• [WHAT THE TASK ASKS] In the entries below, filter for the word "index" and copy every matching line.

• [RECORDS FOR THE TASK]
━━━━━━━━━━

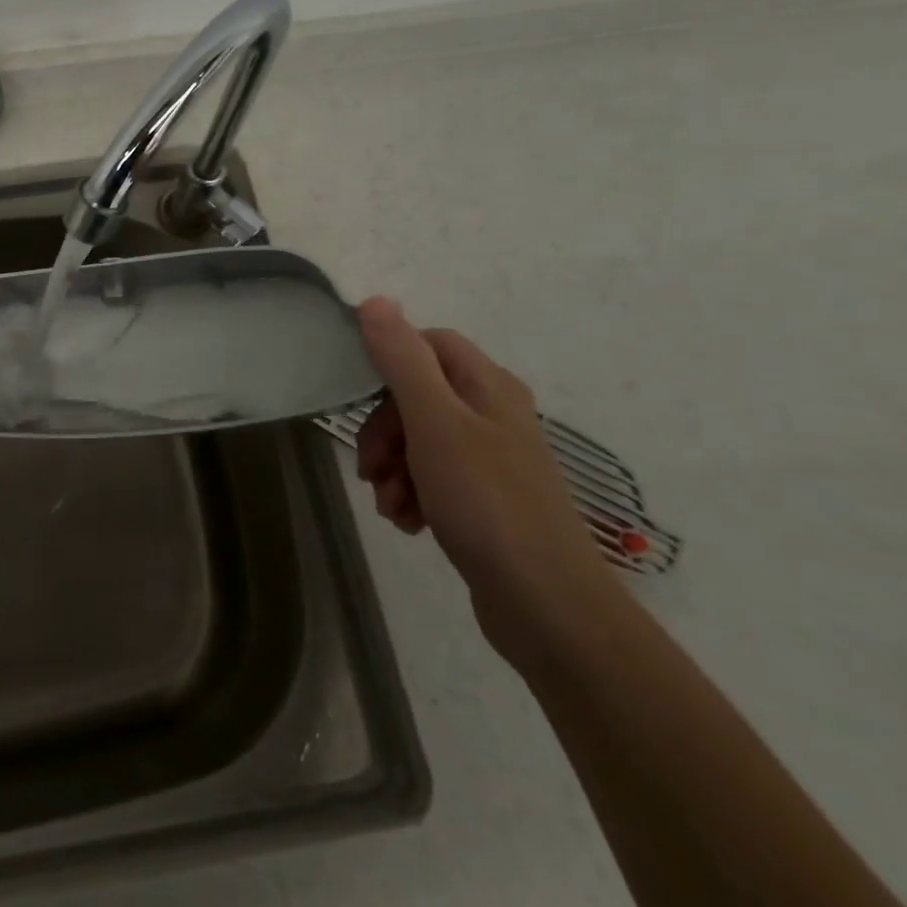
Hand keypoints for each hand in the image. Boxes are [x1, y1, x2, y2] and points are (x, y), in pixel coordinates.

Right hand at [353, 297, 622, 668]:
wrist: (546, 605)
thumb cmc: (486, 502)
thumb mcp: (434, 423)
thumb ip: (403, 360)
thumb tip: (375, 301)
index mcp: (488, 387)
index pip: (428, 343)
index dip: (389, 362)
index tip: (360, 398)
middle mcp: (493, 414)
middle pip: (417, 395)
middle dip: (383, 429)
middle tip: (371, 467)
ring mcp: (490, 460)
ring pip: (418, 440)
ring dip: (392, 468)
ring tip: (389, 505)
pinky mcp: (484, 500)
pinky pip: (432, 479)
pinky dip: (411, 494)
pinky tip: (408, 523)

━━━━━━━━━━

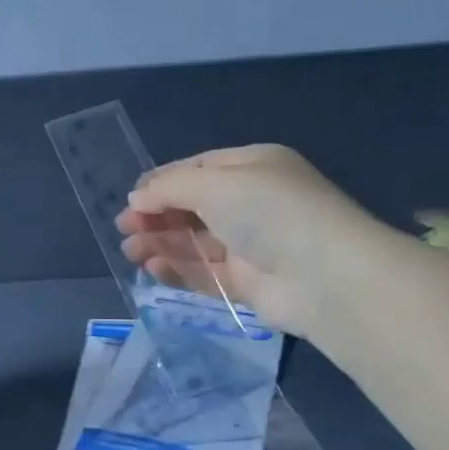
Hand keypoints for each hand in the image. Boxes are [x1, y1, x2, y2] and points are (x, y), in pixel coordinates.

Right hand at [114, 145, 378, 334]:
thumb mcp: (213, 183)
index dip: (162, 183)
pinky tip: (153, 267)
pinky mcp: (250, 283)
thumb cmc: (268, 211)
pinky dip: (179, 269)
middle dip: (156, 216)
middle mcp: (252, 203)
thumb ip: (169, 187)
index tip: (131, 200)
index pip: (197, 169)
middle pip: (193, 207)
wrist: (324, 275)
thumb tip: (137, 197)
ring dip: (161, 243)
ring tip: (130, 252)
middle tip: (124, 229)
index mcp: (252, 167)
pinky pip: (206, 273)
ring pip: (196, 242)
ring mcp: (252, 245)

━━━━━━━━━━

• [TASK ANSWER]
index mcp: (488, 387)
index pip: (428, 343)
index dip: (389, 362)
index tip: (360, 398)
index dip: (162, 183)
index tip: (131, 200)
index pip: (197, 169)
index mcp: (252, 167)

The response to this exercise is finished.